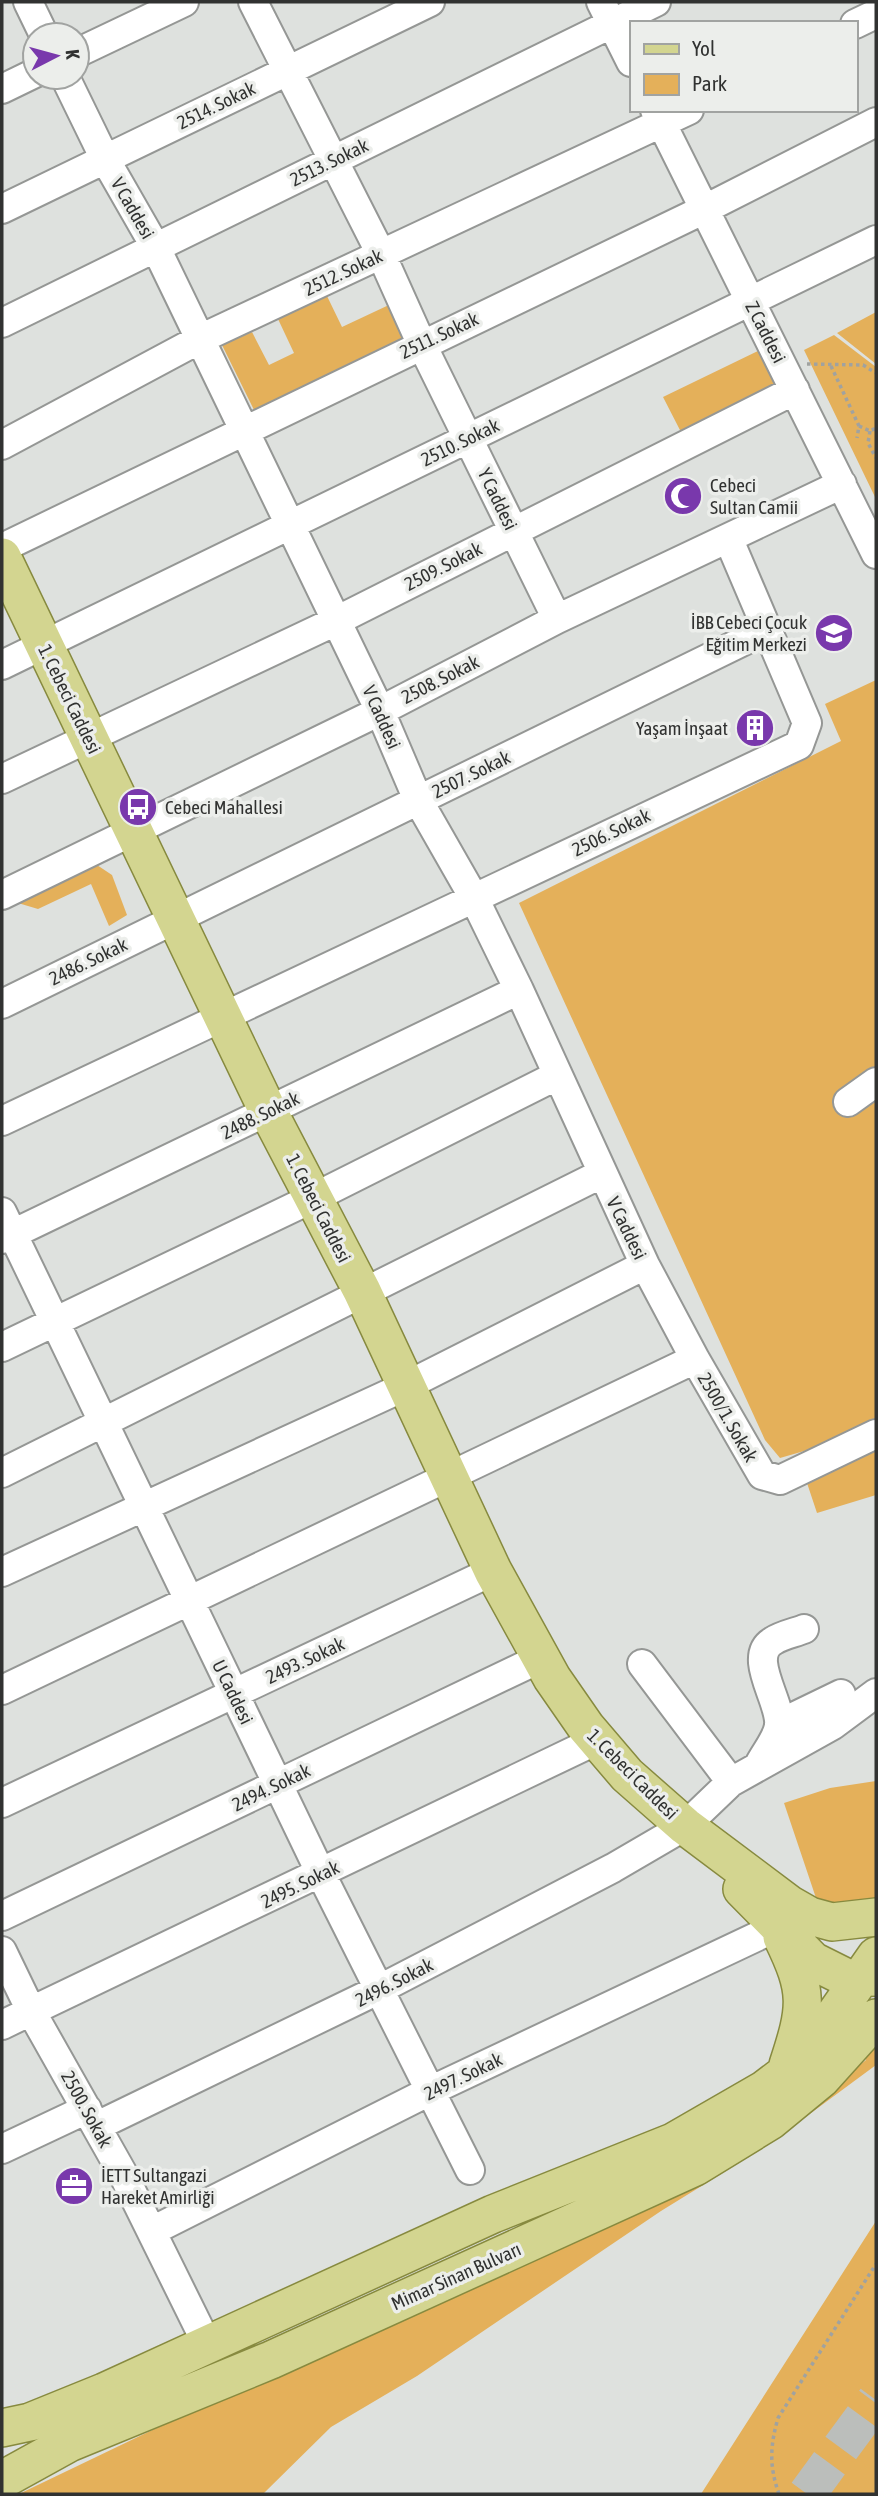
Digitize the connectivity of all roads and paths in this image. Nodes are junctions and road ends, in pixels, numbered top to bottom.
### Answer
* * *
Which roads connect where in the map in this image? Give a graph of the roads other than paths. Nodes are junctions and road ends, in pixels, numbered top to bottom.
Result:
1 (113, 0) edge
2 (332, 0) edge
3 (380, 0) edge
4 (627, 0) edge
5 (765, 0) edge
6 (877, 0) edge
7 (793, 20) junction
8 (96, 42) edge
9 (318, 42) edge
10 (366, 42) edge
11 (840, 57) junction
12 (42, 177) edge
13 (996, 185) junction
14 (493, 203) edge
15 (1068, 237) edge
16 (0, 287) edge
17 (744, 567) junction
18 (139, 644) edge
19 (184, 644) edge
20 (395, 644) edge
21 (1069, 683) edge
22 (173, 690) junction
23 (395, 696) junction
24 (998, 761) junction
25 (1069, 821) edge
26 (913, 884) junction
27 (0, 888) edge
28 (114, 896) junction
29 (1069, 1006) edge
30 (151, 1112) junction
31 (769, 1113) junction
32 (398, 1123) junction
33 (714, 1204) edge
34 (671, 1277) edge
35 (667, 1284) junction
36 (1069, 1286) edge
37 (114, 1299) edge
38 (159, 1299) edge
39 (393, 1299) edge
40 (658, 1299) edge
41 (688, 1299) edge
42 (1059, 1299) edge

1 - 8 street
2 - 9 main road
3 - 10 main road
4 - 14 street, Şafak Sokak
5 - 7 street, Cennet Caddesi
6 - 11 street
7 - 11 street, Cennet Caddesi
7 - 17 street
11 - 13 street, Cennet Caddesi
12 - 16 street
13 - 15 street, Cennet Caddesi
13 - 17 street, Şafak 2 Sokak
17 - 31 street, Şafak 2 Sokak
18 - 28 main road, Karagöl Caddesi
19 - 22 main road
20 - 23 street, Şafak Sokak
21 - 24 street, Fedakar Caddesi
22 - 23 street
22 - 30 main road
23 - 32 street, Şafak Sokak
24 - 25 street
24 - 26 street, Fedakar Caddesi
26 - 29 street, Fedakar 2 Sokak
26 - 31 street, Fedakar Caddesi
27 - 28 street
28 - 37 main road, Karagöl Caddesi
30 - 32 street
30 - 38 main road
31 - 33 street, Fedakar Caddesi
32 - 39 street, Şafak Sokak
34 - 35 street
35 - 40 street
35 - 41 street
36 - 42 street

#### [Exercise]
Scan the entries above and report the number of lines that contain the word "roads", with no added text.

#### [Task solution]
2